The episode received glowing critical acclaim. Charlie Jane Anders of io9 called the episode "one of the most intense things I've seen in ages." She specifically cited the final flashback as noteworthy, noting that "The final scene, where Marceline and Ice King have this weird duet, made me lose my shit and keeps popping into my head. It's rare that any television show gets its hooks into your brain like that, but especially a kid's cartoon." She concluded that the main reason that the ending was so powerful was that it showed the viewers the "immediate aftermath of the Mushroom War" and allowed the viewers to see "the way Marceline's personal loss mirrors the wider loss of the end of the entire world" following the war.

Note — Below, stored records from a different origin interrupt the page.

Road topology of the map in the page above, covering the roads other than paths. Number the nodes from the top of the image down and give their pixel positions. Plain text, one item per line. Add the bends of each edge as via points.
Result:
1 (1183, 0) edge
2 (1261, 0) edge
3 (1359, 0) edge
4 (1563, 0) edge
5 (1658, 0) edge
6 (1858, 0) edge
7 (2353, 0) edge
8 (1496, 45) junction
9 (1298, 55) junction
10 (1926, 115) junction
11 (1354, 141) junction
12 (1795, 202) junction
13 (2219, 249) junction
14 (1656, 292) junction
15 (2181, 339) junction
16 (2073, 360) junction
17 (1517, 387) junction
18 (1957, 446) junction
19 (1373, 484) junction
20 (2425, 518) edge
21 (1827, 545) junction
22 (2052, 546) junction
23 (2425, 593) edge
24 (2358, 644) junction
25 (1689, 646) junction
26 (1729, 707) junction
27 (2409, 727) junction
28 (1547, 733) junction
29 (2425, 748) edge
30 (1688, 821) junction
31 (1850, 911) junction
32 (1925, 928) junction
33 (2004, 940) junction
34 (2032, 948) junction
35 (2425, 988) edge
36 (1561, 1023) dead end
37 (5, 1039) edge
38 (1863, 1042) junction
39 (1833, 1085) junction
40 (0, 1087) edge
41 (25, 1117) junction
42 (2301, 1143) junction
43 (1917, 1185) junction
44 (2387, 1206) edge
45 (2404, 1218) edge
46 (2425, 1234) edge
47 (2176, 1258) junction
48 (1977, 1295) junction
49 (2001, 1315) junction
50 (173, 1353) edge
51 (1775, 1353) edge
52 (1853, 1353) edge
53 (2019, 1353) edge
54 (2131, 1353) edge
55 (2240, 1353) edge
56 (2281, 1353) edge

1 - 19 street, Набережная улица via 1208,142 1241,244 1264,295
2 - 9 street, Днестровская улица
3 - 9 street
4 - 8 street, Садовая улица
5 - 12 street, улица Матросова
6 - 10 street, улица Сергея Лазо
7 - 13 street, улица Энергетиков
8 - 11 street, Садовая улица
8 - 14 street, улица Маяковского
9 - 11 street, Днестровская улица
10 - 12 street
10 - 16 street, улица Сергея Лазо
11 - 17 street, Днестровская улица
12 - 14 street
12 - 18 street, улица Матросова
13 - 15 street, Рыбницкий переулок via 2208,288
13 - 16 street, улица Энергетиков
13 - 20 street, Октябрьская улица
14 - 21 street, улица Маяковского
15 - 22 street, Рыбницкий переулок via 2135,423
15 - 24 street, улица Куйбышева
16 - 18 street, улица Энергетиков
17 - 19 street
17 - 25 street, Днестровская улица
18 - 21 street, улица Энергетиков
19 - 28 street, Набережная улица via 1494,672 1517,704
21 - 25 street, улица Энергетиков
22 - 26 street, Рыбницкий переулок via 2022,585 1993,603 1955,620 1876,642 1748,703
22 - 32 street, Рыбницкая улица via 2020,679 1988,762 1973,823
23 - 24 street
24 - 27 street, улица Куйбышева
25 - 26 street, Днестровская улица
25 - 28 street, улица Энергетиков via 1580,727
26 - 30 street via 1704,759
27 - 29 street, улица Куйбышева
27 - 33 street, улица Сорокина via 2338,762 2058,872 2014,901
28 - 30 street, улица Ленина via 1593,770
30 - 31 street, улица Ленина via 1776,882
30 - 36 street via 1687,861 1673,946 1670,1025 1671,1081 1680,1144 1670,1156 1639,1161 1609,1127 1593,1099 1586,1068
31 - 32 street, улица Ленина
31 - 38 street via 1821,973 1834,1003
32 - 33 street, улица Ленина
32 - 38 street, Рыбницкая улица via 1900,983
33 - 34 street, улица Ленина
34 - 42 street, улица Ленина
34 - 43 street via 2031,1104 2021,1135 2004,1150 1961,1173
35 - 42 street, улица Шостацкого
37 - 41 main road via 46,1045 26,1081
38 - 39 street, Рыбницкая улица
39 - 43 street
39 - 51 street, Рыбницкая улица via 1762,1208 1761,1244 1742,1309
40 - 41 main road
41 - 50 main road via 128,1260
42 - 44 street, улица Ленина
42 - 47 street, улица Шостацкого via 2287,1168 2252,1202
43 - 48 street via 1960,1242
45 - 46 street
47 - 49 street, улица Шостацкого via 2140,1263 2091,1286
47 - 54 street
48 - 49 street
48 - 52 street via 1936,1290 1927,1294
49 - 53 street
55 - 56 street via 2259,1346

Oliver Sava of The A.V. Club wrote that "never has an Adventure Time episode triggered waterworks like 'I Remember You'." He called it "one of the most touching stories this series has ever told", and praised the way it took Marceline and the Ice King—whom he called two of the show's most tragic characters—and put "them together in a way that hits like a sledgehammer." He felt that the episode also served as a way to tell "a heartbreaking story about how mental illness can tear people apart", noting that the Ice King's condition is similar to how people with bipolar disorder behave. Eric Kohn of IndieWire, in an article explaining why "Adventure Time is the best sci-fi show on TV right now" following the airing of "Simon & Marcy", wrote that "I Remember You" was "the finest entry in the series' history." He further complimented the titular song, describing it as "heartbreaking" and "show-stopping."

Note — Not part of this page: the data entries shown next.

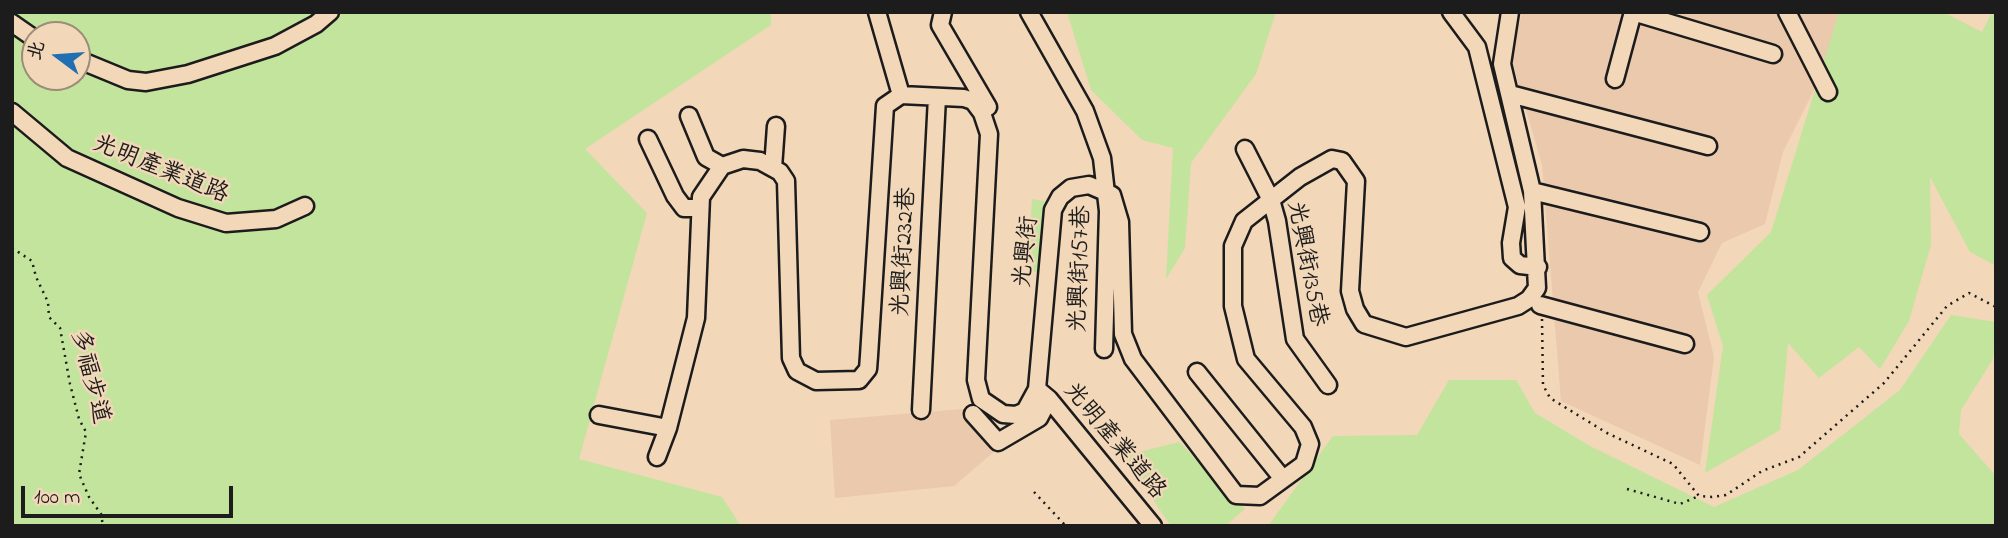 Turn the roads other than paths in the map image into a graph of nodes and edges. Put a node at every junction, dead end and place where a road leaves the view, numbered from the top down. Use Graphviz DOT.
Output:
graph roads {
  1 [pos="330,12"];
  2 [pos="877,12"];
  3 [pos="943,12"];
  4 [pos="1029,12"];
  5 [pos="1451,12"];
  6 [pos="1510,12"];
  7 [pos="1633,12"];
  8 [pos="1787,12"];
  9 [pos="1773,54"];
  10 [pos="91,65"];
  11 [pos="1615,79"];
  12 [pos="1828,92"];
  13 [pos="1510,94"];
  14 [pos="901,95"];
  15 [pos="937,97"];
  16 [pos="12,112"];
  17 [pos="688,117"];
  18 [pos="776,126"];
  19 [pos="989,134"];
  20 [pos="648,139"];
  21 [pos="1708,146"];
  22 [pos="1245,149"];
  23 [pos="722,166"];
  24 [pos="773,167"];
  25 [pos="1107,191"];
  26 [pos="1532,191"];
  27 [pos="1271,200"];
  28 [pos="305,206"];
  29 [pos="700,208"];
  30 [pos="1700,232"];
  31 [pos="1538,267"];
  32 [pos="1540,305"];
  33 [pos="1685,344"];
  34 [pos="1104,349"];
  35 [pos="1197,372"];
  36 [pos="1328,385"];
  37 [pos="1043,394"];
  38 [pos="920,410"];
  39 [pos="973,414"];
  40 [pos="599,415"];
  41 [pos="668,428"];
  42 [pos="657,457"];
  43 [pos="1283,479"];
  44 [pos="1153,526"];
  1 -- 10 [label="street"];
  2 -- 14 [label="street"];
  3 -- 19 [label="street"];
  4 -- 25 [label="street"];
  5 -- 31 [label="street"];
  6 -- 13 [label="street"];
  7 -- 9 [label="street"];
  7 -- 11 [label="street"];
  8 -- 12 [label="street"];
  13 -- 21 [label="street"];
  13 -- 26 [label="street"];
  14 -- 15 [label="street, 光興街"];
  14 -- 24 [label="street"];
  15 -- 19 [label="street, 光興街"];
  15 -- 38 [label="street, 光興街232巷"];
  16 -- 28 [label="street, 光明產業道路"];
  17 -- 23 [label="street"];
  18 -- 24 [label="street"];
  19 -- 37 [label="street, 光興街"];
  20 -- 29 [label="street"];
  22 -- 27 [label="street, 光興街135巷"];
  23 -- 24 [label="street"];
  23 -- 29 [label="street"];
  25 -- 34 [label="street, 光興街157巷"];
  25 -- 37 [label="street, 光興街"];
  25 -- 43 [label="street"];
  26 -- 30 [label="street"];
  26 -- 31 [label="street"];
  27 -- 31 [label="street"];
  27 -- 36 [label="street, 光興街135巷"];
  27 -- 43 [label="street"];
  29 -- 41 [label="street"];
  32 -- 33 [label="street"];
  35 -- 43 [label="street"];
  37 -- 39 [label="street"];
  37 -- 44 [label="street, 光明產業道路"];
  40 -- 41 [label="street"];
  41 -- 42 [label="street"];
}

Steven Aoun of PopMatters applauded the way the episode "focuses on two popular supporting characters, and foregrounds the relation between memory and identity." Furthermore, the site noted that "the sound that takes you by surprise may be your own crying." Novelist Lev Grossman, in an interview with NPR, praised the backstory of the Ice King and the exploration of his condition, noting that his origin is "psychologically plausible." Grossman praised the way the series was able to tackle the issues of mental illness, saying: "It's very affecting. My dad has been going through having Alzheimer's, and he's forgotten so much about who he used to be. And I look at him and think this cartoon is about my father dying."

==Media release==
The episode first saw physical release as part of the 2013 Jake the Dad DVD, which included 16 episodes from the series' fourth and fifth seasons. It was later re-released as part of the complete fourth season DVD in October 2014. In addition, the 2015 limited edition 12" vinyl record release Marceline the Vampire Queen – Rock the Nightosphere included both "Nuts" and "I Remember You" alongside other songs sung by Marceline.